What the task requires: An exact transcription of the entries is required, with no images included.

Recorded information:
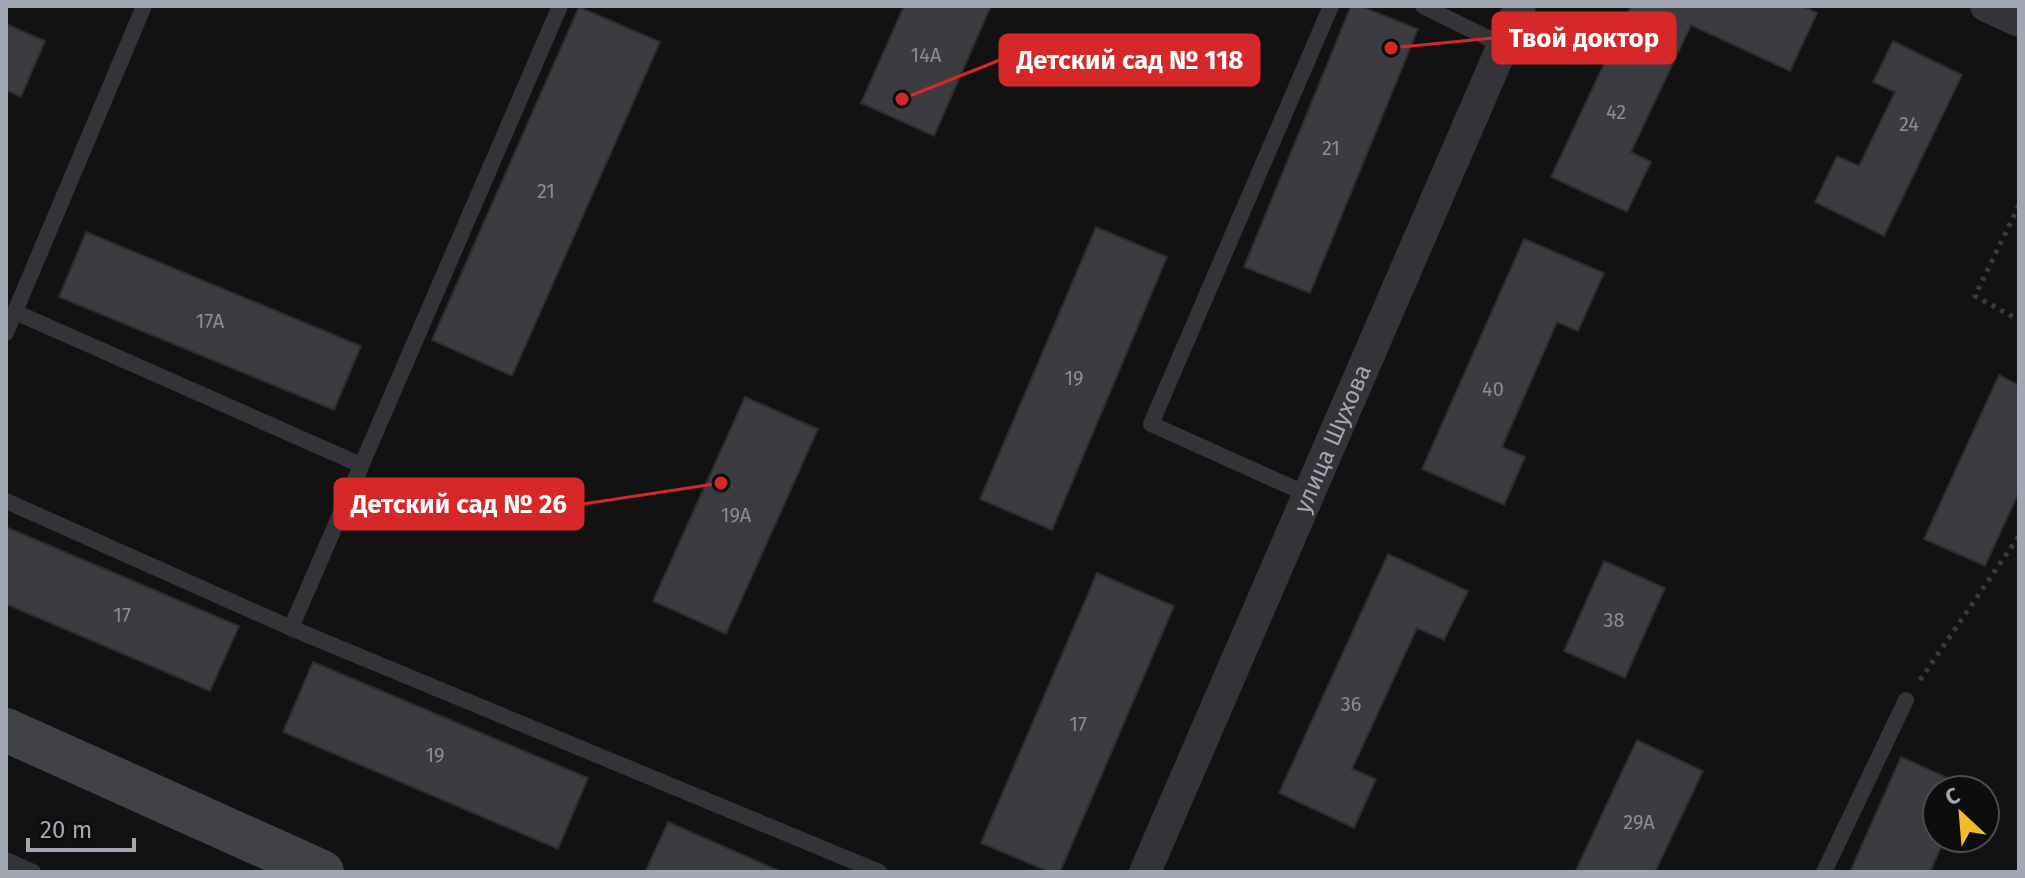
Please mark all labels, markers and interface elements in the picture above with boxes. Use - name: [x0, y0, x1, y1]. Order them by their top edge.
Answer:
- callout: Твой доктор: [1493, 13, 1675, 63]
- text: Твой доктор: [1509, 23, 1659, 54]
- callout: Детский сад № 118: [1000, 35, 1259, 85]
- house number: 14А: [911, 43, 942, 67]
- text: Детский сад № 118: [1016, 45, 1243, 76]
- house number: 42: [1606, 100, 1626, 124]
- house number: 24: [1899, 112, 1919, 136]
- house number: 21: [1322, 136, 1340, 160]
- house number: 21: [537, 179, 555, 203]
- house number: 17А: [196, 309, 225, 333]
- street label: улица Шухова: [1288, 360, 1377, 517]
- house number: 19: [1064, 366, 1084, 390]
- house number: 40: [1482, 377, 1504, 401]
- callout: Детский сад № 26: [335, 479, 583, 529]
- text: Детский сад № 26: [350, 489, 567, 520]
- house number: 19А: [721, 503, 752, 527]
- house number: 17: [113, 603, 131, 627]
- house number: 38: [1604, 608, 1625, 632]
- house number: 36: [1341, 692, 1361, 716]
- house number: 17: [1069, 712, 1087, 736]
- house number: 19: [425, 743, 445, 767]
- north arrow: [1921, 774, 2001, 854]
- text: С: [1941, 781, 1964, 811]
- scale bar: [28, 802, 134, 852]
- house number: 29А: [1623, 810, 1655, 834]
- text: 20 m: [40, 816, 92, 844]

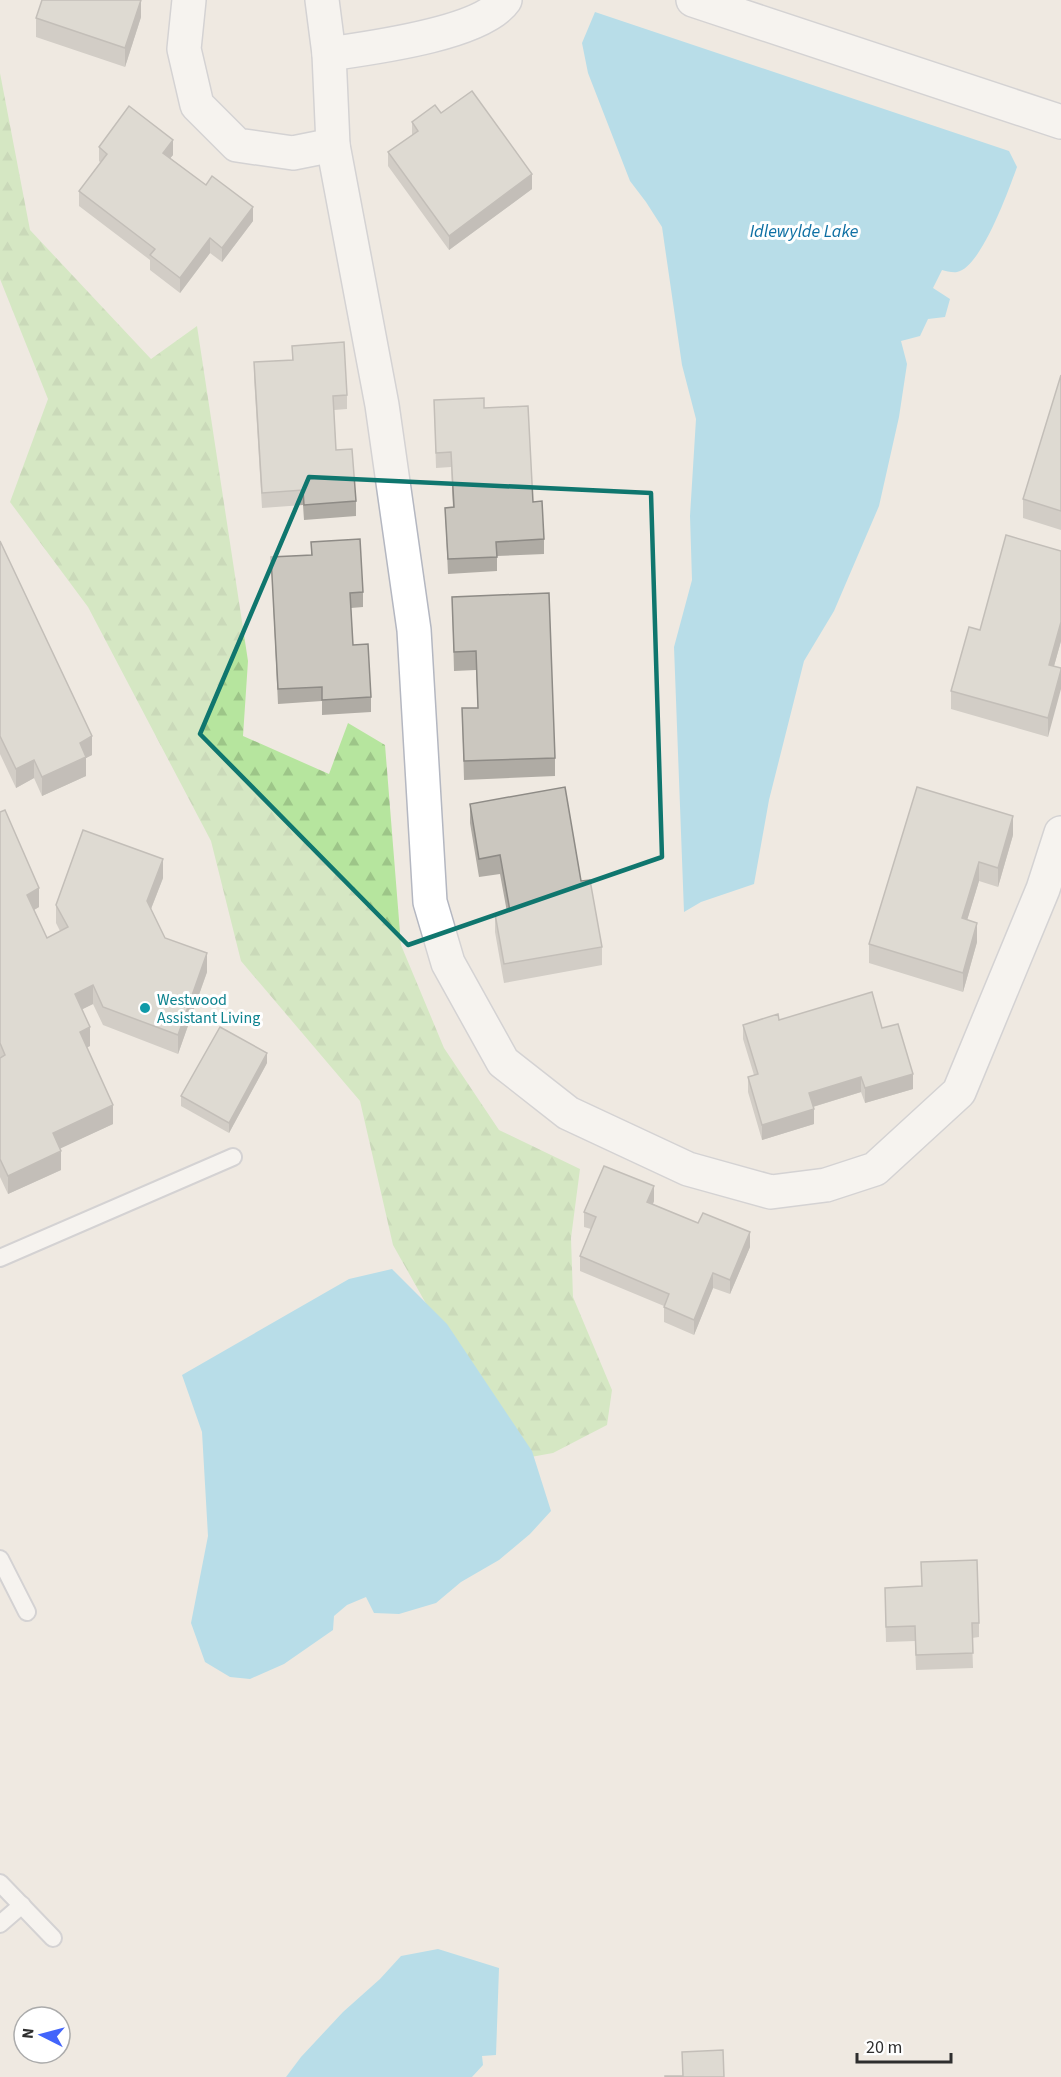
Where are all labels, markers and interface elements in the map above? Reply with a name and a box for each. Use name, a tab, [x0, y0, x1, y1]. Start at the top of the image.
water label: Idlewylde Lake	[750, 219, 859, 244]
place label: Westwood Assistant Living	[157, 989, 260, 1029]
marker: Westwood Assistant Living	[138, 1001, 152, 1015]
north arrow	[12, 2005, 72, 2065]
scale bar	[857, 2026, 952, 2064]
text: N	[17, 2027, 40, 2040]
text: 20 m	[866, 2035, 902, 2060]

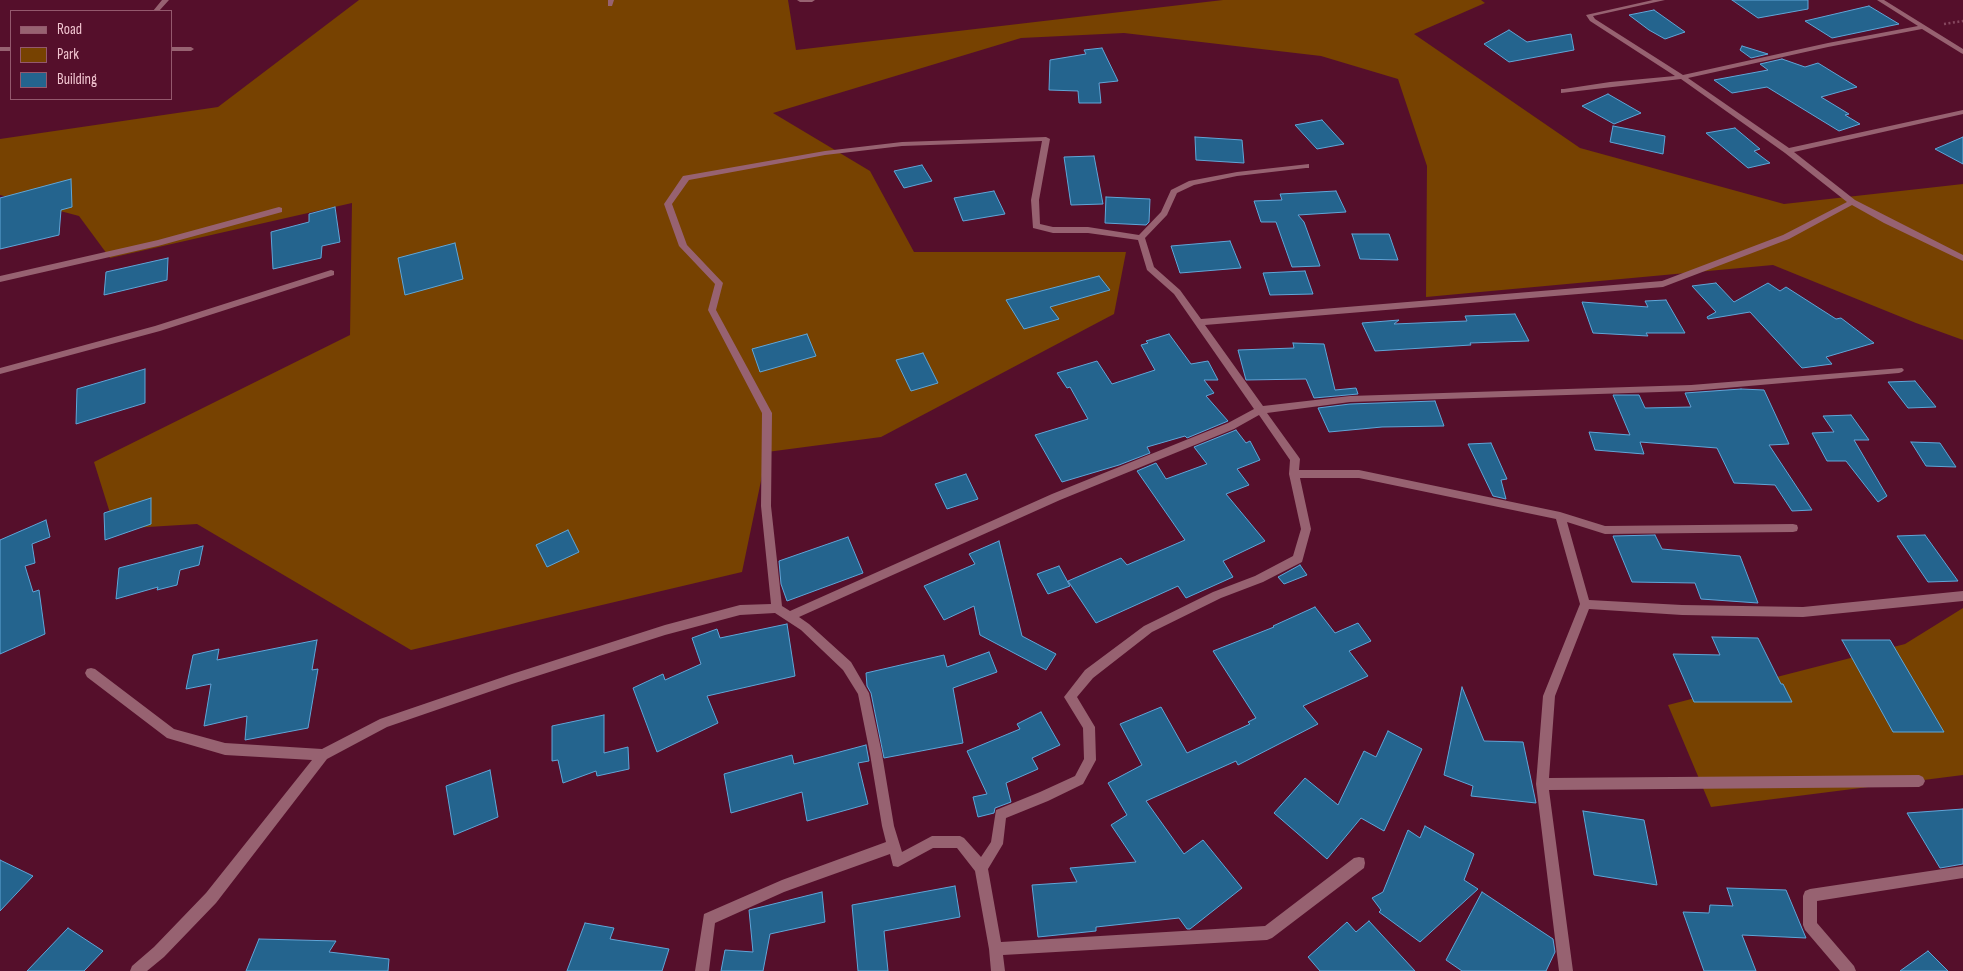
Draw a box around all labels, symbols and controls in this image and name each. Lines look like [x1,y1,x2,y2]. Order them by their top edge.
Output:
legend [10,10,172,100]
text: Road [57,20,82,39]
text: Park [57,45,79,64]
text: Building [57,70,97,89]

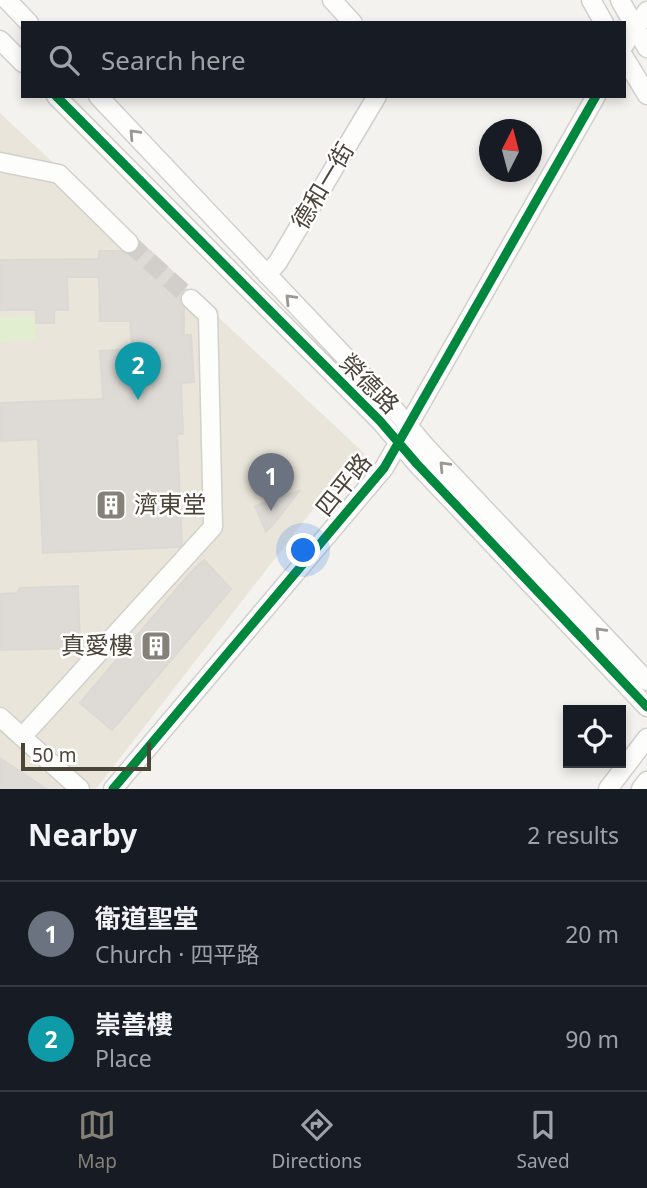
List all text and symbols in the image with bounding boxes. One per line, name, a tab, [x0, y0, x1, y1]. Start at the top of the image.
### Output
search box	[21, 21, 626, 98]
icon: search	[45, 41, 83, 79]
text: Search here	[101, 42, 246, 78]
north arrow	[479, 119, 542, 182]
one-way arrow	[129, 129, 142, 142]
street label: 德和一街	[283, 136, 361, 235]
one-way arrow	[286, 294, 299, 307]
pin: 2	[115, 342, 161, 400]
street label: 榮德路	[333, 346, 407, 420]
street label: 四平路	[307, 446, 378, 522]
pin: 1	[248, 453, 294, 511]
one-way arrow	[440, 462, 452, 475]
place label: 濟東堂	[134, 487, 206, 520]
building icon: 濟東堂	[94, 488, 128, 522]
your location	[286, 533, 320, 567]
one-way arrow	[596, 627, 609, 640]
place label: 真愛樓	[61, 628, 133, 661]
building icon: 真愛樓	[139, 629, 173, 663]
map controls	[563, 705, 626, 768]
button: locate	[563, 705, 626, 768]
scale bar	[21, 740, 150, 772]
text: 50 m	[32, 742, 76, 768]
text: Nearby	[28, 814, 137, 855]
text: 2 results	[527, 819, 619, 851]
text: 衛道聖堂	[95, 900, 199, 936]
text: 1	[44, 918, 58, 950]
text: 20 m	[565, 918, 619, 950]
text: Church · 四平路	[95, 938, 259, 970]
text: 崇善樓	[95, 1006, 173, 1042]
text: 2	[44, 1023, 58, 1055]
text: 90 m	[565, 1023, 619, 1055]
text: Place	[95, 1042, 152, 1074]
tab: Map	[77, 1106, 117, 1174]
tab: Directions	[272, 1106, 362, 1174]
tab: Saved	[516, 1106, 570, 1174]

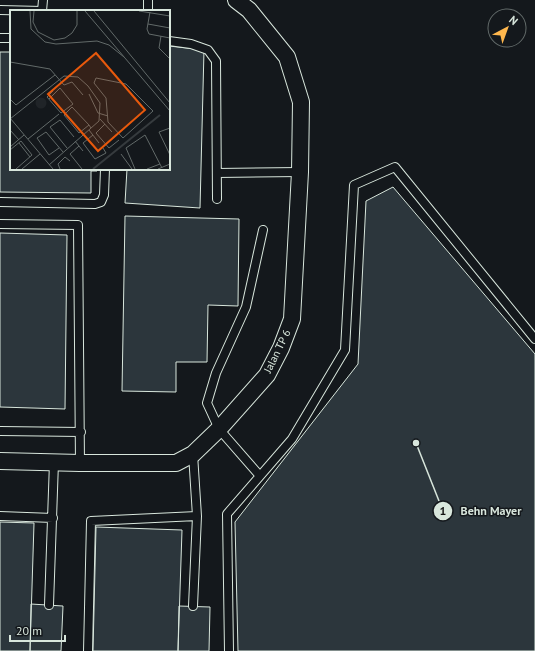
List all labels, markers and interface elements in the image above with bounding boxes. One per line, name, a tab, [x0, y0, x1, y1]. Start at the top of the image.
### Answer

Final answer:
Please mark all labels, markers and interface elements in the picture above with boxes. Use - name: [x0, y0, x1, y1]. Order them by their top edge.
Answer:
- callout: Твой доктор: [1493, 13, 1675, 63]
- text: Твой доктор: [1509, 23, 1659, 54]
- callout: Детский сад № 118: [1000, 35, 1259, 85]
- house number: 14А: [911, 43, 942, 67]
- text: Детский сад № 118: [1016, 45, 1243, 76]
- house number: 42: [1606, 100, 1626, 124]
- house number: 24: [1899, 112, 1919, 136]
- house number: 21: [1322, 136, 1340, 160]
- house number: 21: [537, 179, 555, 203]
- house number: 17А: [196, 309, 225, 333]
- street label: улица Шухова: [1288, 360, 1377, 517]
- house number: 19: [1064, 366, 1084, 390]
- house number: 40: [1482, 377, 1504, 401]
- callout: Детский сад № 26: [335, 479, 583, 529]
- text: Детский сад № 26: [350, 489, 567, 520]
- house number: 19А: [721, 503, 752, 527]
- house number: 17: [113, 603, 131, 627]
- house number: 38: [1604, 608, 1625, 632]
- house number: 36: [1341, 692, 1361, 716]
- house number: 17: [1069, 712, 1087, 736]
- house number: 19: [425, 743, 445, 767]
- north arrow: [1921, 774, 2001, 854]
- text: С: [1941, 781, 1964, 811]
- scale bar: [28, 802, 134, 852]
- house number: 29А: [1623, 810, 1655, 834]
- text: 20 m: [40, 816, 92, 844]

Where are all labels, markers and interface elements in the map above? Reply with a name and a box for each. Use name, a tab, [x0, y0, x1, y1]. Start at the top of the image.
water label: Idlewylde Lake	[750, 219, 859, 244]
place label: Westwood Assistant Living	[157, 989, 260, 1029]
marker: Westwood Assistant Living	[138, 1001, 152, 1015]
north arrow	[12, 2005, 72, 2065]
scale bar	[857, 2026, 952, 2064]
text: N	[17, 2027, 40, 2040]
text: 20 m	[866, 2035, 902, 2060]

Draw a box around all labels, symbols and controls in this image and name each. Lines look like [x1,y1,x2,y2]. Order them by their top edge.
Output:
legend [10,10,172,100]
text: Road [57,20,82,39]
text: Park [57,45,79,64]
text: Building [57,70,97,89]

List all text and symbols in the image with bounding boxes. One per line, name, a tab, [x0, y0, x1, y1]. Start at the top of the image.
### Output
search box	[21, 21, 626, 98]
icon: search	[45, 41, 83, 79]
text: Search here	[101, 42, 246, 78]
north arrow	[479, 119, 542, 182]
one-way arrow	[129, 129, 142, 142]
street label: 德和一街	[283, 136, 361, 235]
one-way arrow	[286, 294, 299, 307]
pin: 2	[115, 342, 161, 400]
street label: 榮德路	[333, 346, 407, 420]
street label: 四平路	[307, 446, 378, 522]
pin: 1	[248, 453, 294, 511]
one-way arrow	[440, 462, 452, 475]
place label: 濟東堂	[134, 487, 206, 520]
building icon: 濟東堂	[94, 488, 128, 522]
your location	[286, 533, 320, 567]
one-way arrow	[596, 627, 609, 640]
place label: 真愛樓	[61, 628, 133, 661]
building icon: 真愛樓	[139, 629, 173, 663]
map controls	[563, 705, 626, 768]
button: locate	[563, 705, 626, 768]
scale bar	[21, 740, 150, 772]
text: 50 m	[32, 742, 76, 768]
text: Nearby	[28, 814, 137, 855]
text: 2 results	[527, 819, 619, 851]
text: 衛道聖堂	[95, 900, 199, 936]
text: 1	[44, 918, 58, 950]
text: 20 m	[565, 918, 619, 950]
text: Church · 四平路	[95, 938, 259, 970]
text: 崇善樓	[95, 1006, 173, 1042]
text: 2	[44, 1023, 58, 1055]
text: 90 m	[565, 1023, 619, 1055]
text: Place	[95, 1042, 152, 1074]
tab: Map	[77, 1106, 117, 1174]
tab: Directions	[272, 1106, 362, 1174]
tab: Saved	[516, 1106, 570, 1174]

List all labels, markers and interface elements in the image above with bounding boxes. One per line, name, a tab, [x0, y0, x1, y1]. Start at the top of the image.
### Answer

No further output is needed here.